Tramway colonial à Jérusalem, premier contrat annulé, première vicotoire

Pour la Palestinen °52, vendredi 23 février 2007

Campagnes /

A l’horizon 2008, un tramway pourrait relier la partie occi­dentale de Jéru­salem à deux colonies en Cis­jor­danie, French Hill et Pizgat Zeev. Deux entre­prises fran­çaises sont engagées sur ce chantier : Alstom, et Connex (Véolia). Un projet qui n’engage pas que la France. C’est ainsi que la Cam­pagne de Soli­darité Irlande-​​ Palestine (IPSC) peut se féli­citer d’une pre­mière vic­toire impor­tante : une com­pagnie irlan­daise a été contrainte d’annuler son contrat avec les auto­rités d’occupation israé­lienne à Jéru­salem. Une vic­toire qui en appelle d’autres…

« Une petite vic­toire signi­fi­cative dans la lutte inter­na­tionale contre Connex et la ligne de tramway illégale qu’il construit pour les Israé­liens dans les ter­ri­toires pales­ti­niens occupés. » C’est ainsi que la Cam­pagne de Soli­darité Irlande-​​Palestine (IPSC) annonce que Connex (Veolia), a été forcée d’annuler la tran­saction pro­posée à ses contre­parties israé­liennes, concernant la for­mation d’ingénieurs et conduc­teurs, après une pression des repré­sen­tants syn­dicaux irlandais, en réponse aux demandes de l’IPSC.

De quoi s’agit-il ? La société, rap­pelle l’IPSC, pré­voyait d’autoriser la for­mation d’équipes israé­liennes sur le tramway de Dublin, le Luas, qu’elle exploite.

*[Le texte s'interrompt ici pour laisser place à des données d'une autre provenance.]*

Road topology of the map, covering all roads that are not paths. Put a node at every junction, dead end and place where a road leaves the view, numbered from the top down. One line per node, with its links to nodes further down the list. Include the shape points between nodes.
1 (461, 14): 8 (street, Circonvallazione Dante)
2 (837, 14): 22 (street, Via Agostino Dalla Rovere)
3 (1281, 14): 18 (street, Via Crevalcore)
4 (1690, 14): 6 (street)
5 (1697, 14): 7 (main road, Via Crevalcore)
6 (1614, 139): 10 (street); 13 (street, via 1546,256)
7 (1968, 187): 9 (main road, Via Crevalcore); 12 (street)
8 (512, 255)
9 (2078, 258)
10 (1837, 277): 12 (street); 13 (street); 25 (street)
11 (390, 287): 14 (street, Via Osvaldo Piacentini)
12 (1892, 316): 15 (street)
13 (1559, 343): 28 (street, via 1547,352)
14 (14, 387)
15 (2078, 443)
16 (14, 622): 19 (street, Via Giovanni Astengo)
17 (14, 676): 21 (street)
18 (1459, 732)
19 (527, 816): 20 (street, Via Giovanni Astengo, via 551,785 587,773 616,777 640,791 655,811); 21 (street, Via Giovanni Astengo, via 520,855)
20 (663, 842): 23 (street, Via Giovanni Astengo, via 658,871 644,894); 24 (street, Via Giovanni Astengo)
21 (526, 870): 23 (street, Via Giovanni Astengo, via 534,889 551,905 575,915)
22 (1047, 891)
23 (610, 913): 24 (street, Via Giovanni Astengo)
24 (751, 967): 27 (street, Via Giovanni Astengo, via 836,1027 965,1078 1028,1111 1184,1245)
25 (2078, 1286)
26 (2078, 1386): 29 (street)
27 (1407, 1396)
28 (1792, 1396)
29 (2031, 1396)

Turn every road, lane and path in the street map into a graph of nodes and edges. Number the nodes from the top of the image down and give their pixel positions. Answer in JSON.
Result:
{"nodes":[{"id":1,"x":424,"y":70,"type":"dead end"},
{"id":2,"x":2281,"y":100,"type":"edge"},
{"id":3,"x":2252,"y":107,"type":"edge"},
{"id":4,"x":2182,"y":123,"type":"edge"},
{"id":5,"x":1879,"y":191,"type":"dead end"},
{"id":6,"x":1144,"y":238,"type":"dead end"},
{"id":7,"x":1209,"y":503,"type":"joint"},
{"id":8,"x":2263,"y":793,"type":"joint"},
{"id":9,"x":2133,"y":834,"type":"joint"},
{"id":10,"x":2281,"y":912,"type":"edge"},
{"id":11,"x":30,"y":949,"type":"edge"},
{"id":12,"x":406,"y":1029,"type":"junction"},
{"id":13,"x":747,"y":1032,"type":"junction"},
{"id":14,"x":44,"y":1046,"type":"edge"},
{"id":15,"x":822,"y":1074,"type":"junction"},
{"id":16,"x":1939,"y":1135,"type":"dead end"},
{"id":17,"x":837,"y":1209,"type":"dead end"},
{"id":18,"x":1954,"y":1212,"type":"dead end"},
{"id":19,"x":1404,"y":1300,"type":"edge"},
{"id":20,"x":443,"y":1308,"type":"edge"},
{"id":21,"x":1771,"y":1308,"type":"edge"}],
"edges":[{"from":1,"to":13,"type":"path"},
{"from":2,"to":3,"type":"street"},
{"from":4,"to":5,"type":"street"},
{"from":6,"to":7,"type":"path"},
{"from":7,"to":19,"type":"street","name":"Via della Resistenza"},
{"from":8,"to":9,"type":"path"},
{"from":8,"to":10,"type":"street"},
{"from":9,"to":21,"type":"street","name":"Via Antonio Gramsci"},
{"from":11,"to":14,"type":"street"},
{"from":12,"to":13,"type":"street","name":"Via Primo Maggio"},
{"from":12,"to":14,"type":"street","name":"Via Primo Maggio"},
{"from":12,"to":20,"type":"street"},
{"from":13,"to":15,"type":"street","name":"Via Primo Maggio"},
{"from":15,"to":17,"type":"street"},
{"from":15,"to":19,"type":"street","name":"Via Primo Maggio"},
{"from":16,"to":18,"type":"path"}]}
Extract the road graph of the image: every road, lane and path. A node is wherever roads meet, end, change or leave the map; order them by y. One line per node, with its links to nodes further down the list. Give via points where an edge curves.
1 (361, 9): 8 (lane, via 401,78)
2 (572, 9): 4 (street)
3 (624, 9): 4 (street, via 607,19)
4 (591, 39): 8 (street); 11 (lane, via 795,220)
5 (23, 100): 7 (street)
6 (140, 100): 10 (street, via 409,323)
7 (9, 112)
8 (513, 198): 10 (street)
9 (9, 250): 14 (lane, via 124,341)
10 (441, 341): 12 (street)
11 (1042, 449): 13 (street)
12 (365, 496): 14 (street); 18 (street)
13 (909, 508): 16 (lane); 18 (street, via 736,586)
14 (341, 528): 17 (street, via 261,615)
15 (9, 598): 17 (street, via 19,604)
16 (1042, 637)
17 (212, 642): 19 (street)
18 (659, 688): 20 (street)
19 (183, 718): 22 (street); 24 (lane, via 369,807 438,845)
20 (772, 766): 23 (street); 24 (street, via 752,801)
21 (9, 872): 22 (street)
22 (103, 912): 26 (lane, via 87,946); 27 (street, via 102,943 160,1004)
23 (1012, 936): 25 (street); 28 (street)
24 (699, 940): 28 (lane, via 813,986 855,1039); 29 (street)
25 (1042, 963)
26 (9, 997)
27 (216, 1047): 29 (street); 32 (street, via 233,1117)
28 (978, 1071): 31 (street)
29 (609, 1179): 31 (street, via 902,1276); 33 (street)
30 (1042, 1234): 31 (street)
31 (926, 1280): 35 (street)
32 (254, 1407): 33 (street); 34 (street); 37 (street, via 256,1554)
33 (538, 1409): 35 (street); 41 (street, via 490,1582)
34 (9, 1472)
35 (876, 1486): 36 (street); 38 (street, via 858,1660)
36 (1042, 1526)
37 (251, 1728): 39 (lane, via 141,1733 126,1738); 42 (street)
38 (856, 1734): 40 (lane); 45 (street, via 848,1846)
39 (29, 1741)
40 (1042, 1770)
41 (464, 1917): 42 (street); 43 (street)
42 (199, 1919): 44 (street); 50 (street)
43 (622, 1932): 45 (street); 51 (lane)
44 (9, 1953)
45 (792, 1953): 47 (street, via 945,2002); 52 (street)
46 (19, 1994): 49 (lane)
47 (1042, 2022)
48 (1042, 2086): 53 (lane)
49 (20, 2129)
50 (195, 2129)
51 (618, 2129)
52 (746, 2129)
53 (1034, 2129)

Le Luas ne fonc­tionne que depuis quelques années et il est pro­bable que le tramway construit à Jérusalem-​​Est occupé soit conçu sur un modèle qua­siment iden­tique. Aussi les repré­sen­tants israé­liens avaient-​​ils négocié avec Veolia-​​Irlande que des ingé­nieurs et des conduc­teurs israé­liens viennent se former sur le Luas de Dublin. La for­mation devait com­mencer inces­samment, et un contrat avait été finalisé. L’intervention de l’IPSC et des repré­sen­tants syn­dicaux a de toute évidence été efficace. Cela n’a pas été facile. Mais en outre, sou­ligne le porte-​​parole de l’organisation de soli­darité, la position de Veolia a quelque chose de para­doxal : en annulant ce contrat, Veolia reconnait que la ligne de tramway israé­lienne est illégale  ; pourtant l’entreprise par­ticipe de sa construction. Une « hypo­crisie inex­cu­sable  ». Aussi l’organisatIon invite-​​t-​​elle aujourd’hui le ministre des Trans­ports, Martin Cullen, ainsi que la Railway Pro­cu­rement Agency à renoncer à la construction de cette ligne de tramway illégale en ter­ri­toire pales­tinien occupé. L’association alerte en tout cas les mou­ve­ments de soli­darité euro­péens sur d’autres for­ma­tions pos­sibles, au sein de pays euro­péens, de futurs exploi­tants (ingé­nieurs ou conduc­teurs) du tramway colonial israélien. Or le travail des uns ne saurait passer par la négation du droit des autres, et cer­tai­nement pas par le ren­for­cement de la colo­ni­sation, sin­gu­liè­rement à Jéru­salem, et dès lors, l’étouffement de toute pers­pective d’Etat pales­tinien viable. En tout état de cause, l’IPSC est bien décidée à pour­suivre sa campagne.